With the above complications it is highly probable that the current blockchain solutions for electronic voting lack suitability in one way or another to satisfy the key properties of voting. And this is what one of the key use cases of the PRIViLEDGE project seeks to solve. In the next blog post we will describe our initial research and resultant work which addresses some of the complications described above.

- Ivo Kubjas

(1) Zhao Z., Chan TH.H. (2016) How to Vote Privately Using Bitcoin. In: Qing S., Okamoto
E., Kim K., Liu D. (eds) Information and Communications Security. ICICS 2015. Lecture
Notes in Computer Science, vol 9543. Springer, Cham
(2) Tarasov, P. & Tewari, H. (2017). Internet Voting Using Zcash. IACR Cryptology ePrint Archive, 2017, 585.

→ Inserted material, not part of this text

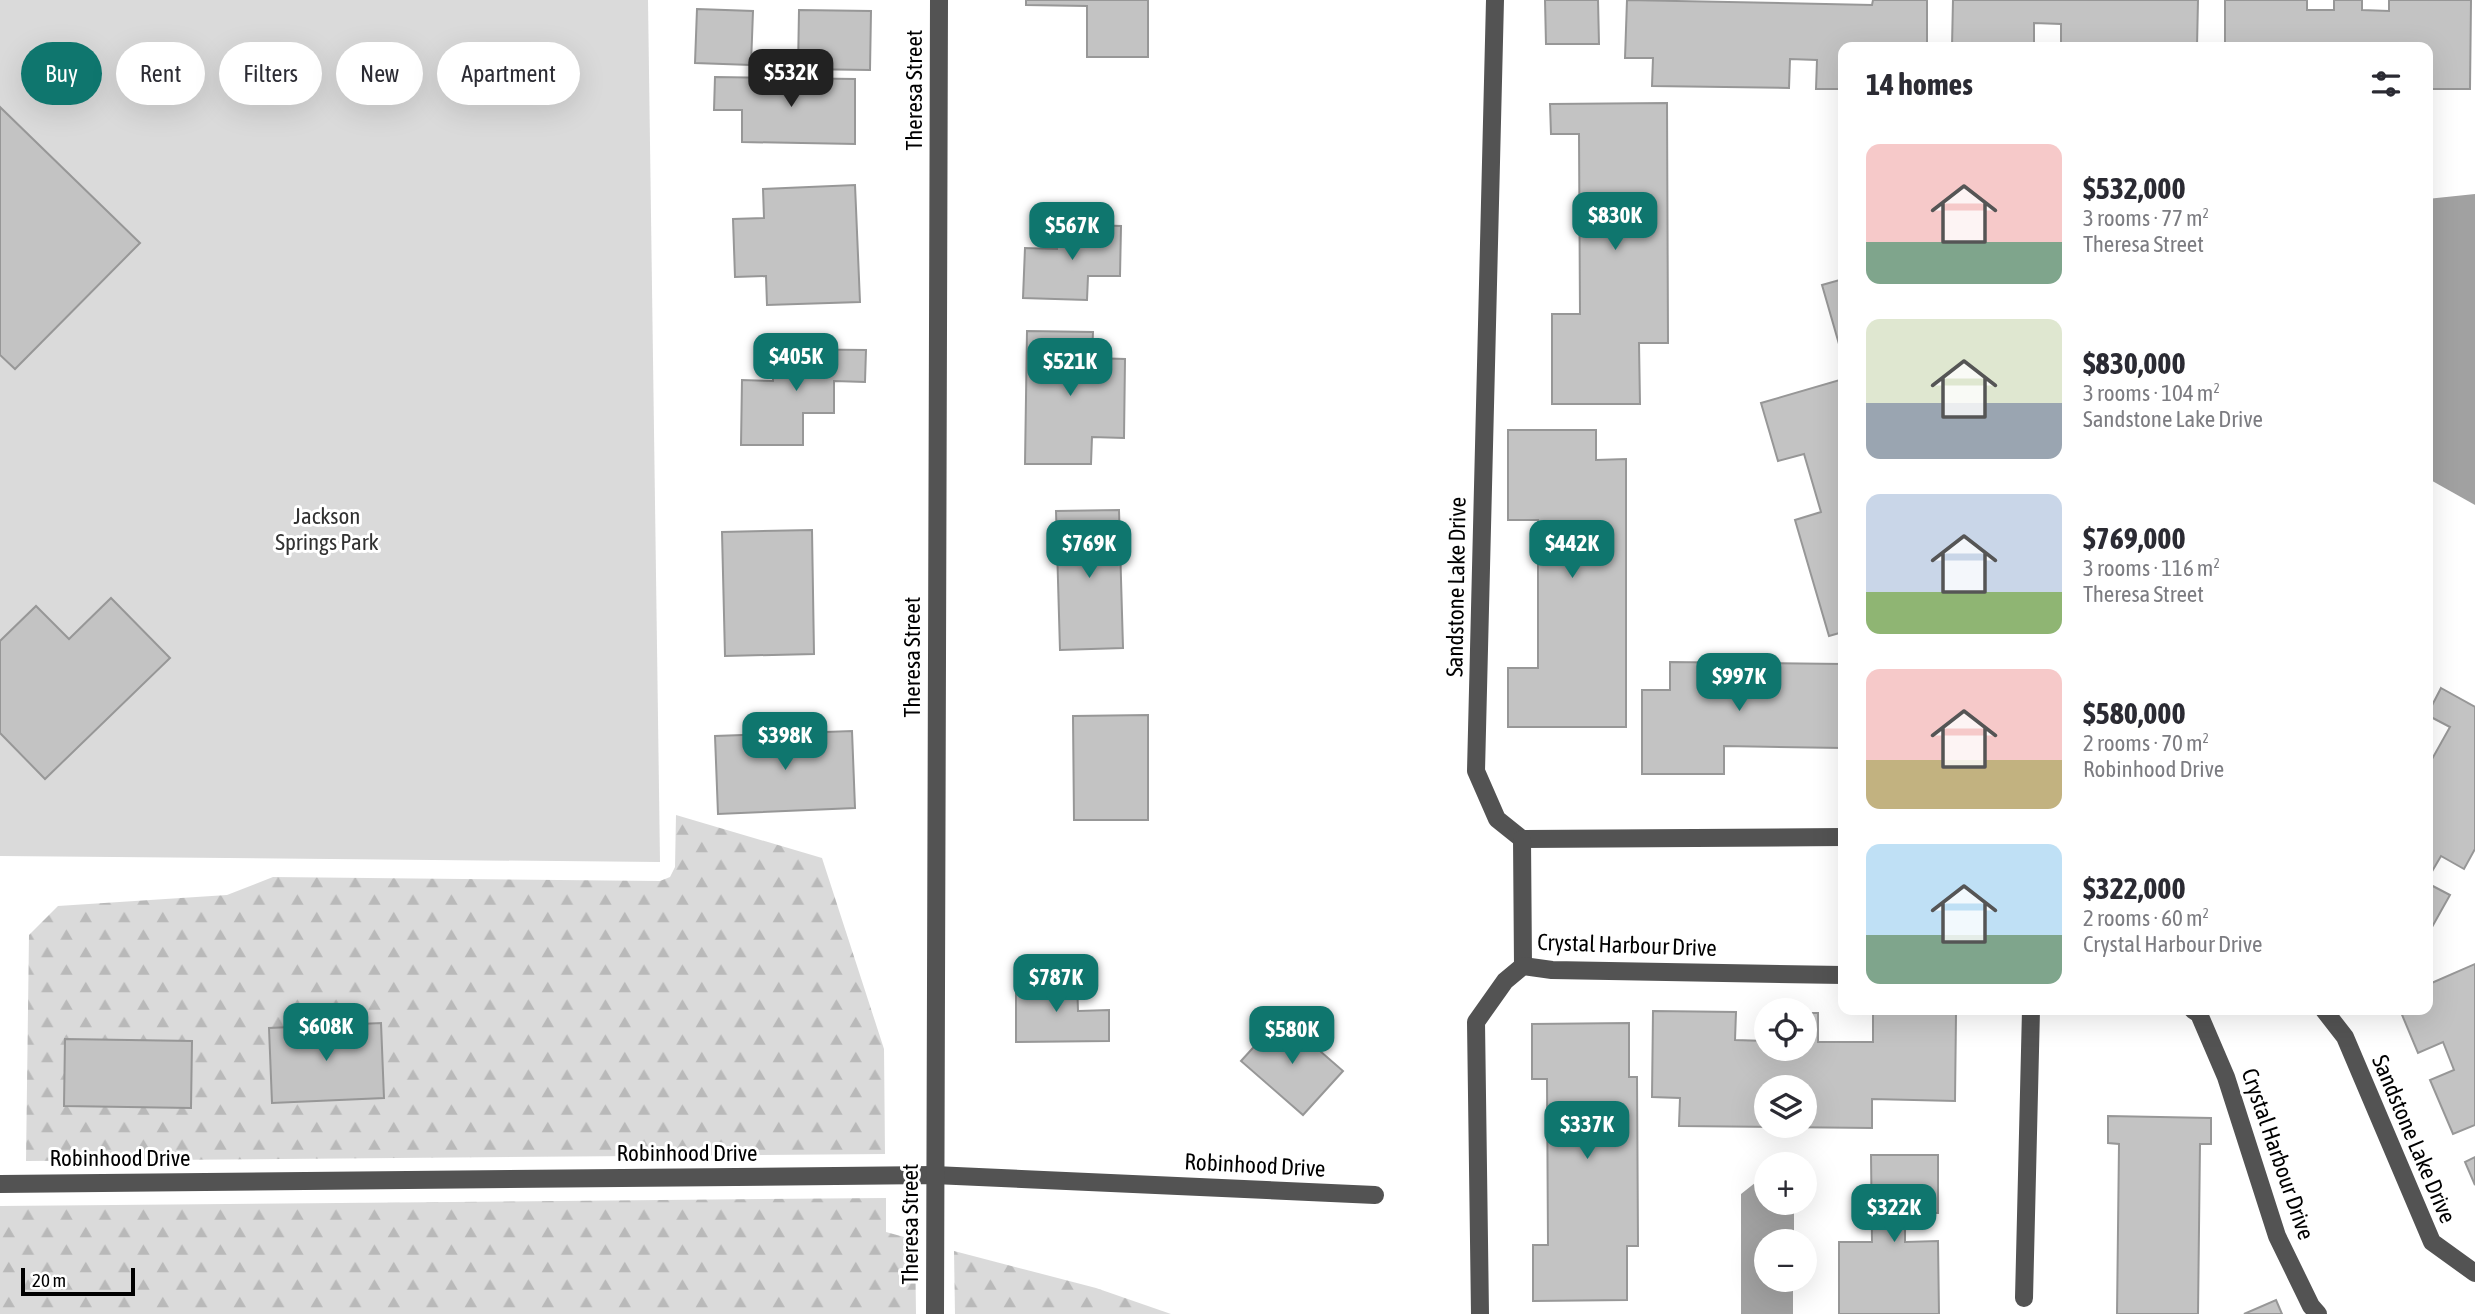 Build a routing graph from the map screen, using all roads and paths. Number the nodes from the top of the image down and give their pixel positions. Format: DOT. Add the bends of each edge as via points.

(3) Takabatake, Yu et al. “An anonymous distributed electronic voting system using Zerocoin.” (2016).
(4) McCorry, P., Shahandashti, S. F., & Hao, F. (2017, April). A smart contract for boardroom voting with maximum voter privacy. In International Conference on Financial Cryptography and Data Security (pp. 357-375). Springer, Cham.
(5) Yu, B., Liu, J. K., Sakzad, A., Nepal, S., Steinfeld, R., Rimba, P., & Au, M. H. (2018, September). Platform-independent secure blockchain-based voting system. In International Conference on Information Security (pp. 369-386). Springer, Cham.
(6) Osgood, R. The Future of Democracy: Blockchain Voting. COMP116: Information Security, 2016.
(8) Heiberg, S., Kubjas, I., Siim, & Willemson, J. (2018, November). On Trade-offs of Applying Block Chains for Electronic Voting Bulletin Boards. E-Vote-ID 2018.